Ainsi, portés à l’absolu et réalisés en dehors du sujet, les degrés de la connaissance vaudraient comme moments successifs de la notion de Dieu. Seulement cette notion même, quand on la saisit par une intuition mystique dans sa plénitude concrète, reste toujours inadéquate à son objet. Notre synthèse de l’Absolu est vraie pour la raison finie, c’est-à-dire à un certain plan de l’extériorisation de l’Être infini, mais la vérité intégrale des choses, l’Absolu dans sa totalité nous échappera et nous dominera toujours invinciblement.

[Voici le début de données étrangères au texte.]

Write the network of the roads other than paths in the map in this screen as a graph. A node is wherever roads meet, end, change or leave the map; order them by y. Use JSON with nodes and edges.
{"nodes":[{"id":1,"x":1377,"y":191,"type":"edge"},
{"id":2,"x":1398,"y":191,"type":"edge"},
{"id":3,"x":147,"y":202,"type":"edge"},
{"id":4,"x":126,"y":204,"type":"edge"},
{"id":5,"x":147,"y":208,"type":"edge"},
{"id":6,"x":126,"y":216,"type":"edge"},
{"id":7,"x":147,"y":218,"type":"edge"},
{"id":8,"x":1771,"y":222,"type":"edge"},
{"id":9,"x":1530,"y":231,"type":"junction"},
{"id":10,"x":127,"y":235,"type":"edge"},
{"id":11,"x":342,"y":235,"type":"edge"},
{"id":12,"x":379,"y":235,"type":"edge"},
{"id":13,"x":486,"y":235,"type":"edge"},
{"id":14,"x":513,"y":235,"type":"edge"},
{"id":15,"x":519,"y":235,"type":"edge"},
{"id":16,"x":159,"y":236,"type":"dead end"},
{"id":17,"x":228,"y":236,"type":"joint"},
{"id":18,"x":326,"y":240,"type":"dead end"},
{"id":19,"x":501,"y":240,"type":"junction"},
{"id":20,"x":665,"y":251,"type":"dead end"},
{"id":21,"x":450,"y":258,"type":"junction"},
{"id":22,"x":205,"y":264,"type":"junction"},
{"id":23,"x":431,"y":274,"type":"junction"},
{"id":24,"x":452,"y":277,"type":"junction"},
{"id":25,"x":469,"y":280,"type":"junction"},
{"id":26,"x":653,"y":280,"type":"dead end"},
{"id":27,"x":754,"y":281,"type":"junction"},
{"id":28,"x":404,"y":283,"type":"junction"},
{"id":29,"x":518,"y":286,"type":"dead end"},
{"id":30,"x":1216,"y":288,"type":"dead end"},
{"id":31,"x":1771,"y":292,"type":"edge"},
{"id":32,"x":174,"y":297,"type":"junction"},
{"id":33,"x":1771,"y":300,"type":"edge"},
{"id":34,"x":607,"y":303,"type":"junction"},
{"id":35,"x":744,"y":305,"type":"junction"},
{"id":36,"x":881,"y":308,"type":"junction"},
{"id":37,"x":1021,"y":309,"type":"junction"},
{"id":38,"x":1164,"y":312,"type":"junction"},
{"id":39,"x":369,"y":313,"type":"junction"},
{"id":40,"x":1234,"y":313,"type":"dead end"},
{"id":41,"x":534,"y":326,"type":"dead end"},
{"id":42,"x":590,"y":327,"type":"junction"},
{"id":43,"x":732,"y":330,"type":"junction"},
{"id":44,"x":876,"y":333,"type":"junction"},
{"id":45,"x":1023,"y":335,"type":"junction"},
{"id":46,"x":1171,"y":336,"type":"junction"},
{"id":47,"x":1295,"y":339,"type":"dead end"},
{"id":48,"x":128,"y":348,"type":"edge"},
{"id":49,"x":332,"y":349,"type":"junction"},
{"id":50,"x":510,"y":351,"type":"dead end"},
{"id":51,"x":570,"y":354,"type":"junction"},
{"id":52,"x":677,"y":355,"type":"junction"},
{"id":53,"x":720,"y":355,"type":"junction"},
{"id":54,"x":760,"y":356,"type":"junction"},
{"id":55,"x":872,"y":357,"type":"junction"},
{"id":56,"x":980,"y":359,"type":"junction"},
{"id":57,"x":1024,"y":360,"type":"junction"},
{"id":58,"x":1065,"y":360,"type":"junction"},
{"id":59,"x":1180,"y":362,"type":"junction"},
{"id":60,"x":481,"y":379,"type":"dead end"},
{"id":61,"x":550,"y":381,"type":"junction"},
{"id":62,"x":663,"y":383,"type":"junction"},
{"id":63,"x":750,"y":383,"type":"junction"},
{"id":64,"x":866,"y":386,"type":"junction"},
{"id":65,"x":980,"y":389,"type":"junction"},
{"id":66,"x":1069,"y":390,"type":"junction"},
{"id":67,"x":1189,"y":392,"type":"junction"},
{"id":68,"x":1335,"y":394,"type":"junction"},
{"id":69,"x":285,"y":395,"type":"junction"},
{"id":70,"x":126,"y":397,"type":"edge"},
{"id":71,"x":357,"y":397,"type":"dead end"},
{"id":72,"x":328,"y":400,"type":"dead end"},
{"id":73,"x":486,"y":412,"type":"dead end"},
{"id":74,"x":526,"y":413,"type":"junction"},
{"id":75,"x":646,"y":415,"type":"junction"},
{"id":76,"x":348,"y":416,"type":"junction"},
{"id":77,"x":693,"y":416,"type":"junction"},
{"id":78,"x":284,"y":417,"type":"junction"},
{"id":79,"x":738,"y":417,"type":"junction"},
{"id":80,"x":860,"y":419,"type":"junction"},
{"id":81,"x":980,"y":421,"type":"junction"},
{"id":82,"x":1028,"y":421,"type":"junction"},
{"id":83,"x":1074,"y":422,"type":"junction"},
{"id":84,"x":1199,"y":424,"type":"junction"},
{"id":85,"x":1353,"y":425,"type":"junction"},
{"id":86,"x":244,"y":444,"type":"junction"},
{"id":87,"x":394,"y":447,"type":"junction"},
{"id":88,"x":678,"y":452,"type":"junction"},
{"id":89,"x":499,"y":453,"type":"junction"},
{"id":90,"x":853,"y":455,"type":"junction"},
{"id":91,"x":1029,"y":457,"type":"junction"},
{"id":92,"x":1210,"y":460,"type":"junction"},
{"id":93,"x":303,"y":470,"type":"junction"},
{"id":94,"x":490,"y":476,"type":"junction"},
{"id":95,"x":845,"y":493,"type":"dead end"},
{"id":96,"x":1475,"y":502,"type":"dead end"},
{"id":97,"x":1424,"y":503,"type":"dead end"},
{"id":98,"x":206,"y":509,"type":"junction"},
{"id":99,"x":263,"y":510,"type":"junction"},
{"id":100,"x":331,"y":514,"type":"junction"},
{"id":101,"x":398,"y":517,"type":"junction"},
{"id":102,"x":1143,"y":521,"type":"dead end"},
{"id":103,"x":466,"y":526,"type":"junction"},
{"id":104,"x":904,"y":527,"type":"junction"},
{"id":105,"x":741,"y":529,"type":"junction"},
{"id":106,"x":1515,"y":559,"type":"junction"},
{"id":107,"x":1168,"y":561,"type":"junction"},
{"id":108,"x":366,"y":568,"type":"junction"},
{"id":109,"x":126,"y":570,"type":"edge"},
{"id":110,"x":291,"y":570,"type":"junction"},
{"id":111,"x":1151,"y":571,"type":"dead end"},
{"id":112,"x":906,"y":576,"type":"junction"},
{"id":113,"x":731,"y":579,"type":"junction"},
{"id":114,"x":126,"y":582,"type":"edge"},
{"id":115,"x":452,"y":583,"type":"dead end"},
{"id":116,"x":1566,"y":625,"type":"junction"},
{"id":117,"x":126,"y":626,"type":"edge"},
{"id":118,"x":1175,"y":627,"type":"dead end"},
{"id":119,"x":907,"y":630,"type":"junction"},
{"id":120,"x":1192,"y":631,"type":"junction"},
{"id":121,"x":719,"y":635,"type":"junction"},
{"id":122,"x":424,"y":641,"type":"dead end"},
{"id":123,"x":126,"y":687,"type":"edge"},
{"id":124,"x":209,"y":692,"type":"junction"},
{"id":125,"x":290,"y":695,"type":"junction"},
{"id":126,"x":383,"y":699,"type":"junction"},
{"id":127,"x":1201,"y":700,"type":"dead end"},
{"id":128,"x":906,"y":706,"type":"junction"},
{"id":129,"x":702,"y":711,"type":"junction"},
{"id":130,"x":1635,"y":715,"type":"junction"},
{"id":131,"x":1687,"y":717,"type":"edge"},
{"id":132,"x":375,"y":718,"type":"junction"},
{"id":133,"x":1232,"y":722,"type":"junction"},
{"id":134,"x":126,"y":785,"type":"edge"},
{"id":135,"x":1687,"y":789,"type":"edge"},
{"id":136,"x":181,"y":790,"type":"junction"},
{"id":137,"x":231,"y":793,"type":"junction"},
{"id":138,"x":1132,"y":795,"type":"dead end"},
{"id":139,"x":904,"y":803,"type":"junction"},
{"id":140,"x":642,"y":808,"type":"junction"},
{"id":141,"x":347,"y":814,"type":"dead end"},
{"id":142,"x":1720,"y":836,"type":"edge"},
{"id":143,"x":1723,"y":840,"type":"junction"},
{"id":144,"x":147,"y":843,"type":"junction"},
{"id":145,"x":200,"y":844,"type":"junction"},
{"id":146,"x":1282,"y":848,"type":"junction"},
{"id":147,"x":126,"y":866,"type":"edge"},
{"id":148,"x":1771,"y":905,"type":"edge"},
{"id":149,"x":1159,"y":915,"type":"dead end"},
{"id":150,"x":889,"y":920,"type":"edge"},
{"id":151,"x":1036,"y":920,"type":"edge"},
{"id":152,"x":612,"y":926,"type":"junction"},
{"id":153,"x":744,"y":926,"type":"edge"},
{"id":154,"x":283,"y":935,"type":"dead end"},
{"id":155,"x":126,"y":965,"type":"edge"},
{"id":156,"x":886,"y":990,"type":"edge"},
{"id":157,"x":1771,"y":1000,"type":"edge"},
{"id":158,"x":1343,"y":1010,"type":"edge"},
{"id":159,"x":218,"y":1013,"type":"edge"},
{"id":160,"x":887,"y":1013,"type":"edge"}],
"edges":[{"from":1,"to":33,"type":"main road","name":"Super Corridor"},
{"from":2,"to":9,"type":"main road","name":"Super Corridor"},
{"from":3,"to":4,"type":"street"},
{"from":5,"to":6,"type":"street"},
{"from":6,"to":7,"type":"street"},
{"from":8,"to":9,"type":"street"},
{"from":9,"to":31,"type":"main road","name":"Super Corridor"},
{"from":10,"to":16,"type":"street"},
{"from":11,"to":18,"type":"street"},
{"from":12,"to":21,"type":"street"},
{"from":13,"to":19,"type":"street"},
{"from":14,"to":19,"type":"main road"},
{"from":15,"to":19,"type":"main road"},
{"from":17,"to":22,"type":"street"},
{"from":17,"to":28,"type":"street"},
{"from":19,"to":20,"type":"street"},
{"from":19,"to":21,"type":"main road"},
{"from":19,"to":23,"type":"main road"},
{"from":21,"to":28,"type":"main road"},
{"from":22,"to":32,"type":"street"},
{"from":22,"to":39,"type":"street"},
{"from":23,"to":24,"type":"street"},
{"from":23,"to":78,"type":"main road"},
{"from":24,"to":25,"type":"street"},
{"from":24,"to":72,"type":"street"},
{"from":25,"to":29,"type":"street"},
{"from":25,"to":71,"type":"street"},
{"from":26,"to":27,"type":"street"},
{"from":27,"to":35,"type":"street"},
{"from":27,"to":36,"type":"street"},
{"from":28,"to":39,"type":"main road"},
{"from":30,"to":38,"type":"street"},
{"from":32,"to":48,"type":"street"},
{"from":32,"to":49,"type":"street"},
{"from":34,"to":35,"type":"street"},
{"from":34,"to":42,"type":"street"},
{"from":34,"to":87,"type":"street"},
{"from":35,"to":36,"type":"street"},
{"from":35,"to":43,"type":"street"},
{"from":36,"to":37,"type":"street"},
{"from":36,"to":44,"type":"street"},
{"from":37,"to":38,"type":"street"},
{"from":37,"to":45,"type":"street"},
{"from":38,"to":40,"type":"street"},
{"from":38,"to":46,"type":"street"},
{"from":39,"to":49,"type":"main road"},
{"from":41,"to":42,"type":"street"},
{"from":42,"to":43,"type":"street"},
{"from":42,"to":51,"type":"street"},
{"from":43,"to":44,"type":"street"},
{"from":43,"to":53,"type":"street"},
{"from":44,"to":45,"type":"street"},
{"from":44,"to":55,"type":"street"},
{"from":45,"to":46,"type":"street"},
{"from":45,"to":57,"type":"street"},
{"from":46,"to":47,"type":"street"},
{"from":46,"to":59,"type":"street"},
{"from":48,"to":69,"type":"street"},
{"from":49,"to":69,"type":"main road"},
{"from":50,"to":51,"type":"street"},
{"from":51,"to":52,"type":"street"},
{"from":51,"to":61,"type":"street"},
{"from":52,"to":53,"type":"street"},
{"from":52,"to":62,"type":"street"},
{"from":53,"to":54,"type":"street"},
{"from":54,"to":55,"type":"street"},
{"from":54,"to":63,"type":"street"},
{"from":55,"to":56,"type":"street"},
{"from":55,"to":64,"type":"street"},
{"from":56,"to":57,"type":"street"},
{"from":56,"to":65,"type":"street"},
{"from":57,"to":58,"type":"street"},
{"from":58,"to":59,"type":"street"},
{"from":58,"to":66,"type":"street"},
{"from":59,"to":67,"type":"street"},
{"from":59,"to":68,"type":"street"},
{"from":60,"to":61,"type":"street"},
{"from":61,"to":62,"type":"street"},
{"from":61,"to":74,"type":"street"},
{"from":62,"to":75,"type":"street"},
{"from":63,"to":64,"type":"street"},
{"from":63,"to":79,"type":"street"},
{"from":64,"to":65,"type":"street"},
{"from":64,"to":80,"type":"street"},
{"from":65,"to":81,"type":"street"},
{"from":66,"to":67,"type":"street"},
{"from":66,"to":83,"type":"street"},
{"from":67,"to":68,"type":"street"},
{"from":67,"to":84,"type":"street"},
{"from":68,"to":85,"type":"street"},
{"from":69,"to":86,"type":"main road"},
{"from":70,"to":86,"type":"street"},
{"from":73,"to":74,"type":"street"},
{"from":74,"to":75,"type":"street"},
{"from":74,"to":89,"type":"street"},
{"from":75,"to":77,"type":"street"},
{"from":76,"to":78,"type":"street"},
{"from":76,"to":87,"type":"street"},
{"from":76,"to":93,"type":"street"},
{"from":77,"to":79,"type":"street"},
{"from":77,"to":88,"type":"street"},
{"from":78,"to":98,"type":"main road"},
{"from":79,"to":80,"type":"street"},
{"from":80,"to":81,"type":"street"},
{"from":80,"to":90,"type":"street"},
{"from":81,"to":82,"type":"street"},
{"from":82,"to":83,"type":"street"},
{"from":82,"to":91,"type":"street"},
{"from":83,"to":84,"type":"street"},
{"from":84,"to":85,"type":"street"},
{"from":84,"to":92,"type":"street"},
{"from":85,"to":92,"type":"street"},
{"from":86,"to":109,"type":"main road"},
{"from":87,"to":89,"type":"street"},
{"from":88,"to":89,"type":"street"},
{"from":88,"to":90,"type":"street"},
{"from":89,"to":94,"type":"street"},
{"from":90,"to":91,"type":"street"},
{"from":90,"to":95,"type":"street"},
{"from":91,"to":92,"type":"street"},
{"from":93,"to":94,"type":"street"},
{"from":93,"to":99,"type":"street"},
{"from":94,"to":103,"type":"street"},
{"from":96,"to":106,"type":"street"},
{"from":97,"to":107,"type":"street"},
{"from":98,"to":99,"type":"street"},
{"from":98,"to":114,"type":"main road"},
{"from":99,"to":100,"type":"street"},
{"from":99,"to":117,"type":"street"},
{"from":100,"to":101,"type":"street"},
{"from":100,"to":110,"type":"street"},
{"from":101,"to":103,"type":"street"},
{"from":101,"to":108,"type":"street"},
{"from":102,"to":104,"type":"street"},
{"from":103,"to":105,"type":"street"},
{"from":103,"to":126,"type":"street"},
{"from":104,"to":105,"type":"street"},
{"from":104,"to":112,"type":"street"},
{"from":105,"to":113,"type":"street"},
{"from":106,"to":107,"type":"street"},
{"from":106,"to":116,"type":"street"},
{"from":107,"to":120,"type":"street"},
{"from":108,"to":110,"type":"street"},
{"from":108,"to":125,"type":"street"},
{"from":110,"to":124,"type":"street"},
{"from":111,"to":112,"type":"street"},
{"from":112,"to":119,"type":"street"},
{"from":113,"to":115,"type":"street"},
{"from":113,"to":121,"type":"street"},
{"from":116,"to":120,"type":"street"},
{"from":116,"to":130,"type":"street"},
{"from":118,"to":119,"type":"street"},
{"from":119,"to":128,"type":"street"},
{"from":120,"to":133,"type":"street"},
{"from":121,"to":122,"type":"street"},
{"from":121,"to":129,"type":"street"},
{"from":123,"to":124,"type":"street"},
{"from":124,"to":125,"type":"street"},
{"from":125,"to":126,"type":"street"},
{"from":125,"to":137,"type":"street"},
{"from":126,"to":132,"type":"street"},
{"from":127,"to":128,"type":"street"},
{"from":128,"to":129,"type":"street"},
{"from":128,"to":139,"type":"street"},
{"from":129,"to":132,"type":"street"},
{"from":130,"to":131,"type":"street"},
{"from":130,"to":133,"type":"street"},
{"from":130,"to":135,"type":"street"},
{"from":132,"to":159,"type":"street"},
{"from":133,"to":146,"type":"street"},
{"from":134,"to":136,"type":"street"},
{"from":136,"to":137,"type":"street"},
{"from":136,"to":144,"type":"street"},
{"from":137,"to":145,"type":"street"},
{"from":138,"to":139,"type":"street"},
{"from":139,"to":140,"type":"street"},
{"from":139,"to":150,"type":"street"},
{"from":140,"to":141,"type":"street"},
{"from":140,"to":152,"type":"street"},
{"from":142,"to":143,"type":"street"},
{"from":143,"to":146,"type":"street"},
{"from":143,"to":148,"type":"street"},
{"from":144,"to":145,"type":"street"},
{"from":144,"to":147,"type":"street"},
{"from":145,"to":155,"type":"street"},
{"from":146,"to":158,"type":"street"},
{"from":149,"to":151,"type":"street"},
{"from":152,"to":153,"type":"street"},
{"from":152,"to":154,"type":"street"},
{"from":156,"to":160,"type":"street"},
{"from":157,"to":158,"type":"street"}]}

Tel est, trop simplifié, le système de Laurie, système attachant par ses ambiguïtés mêmes, où la pensée oscille sans cesse entre une vaine scolastique et une critique approfondie du savoir humain, où le meilleur se combine étroitement au pire, comme si la plus haute compréhension de l’effort rationnel et moral de l’esprit n’avait pu arracher ce philosophe à l’empirisme théologique de quelque aristotélicien, émule de Spencer.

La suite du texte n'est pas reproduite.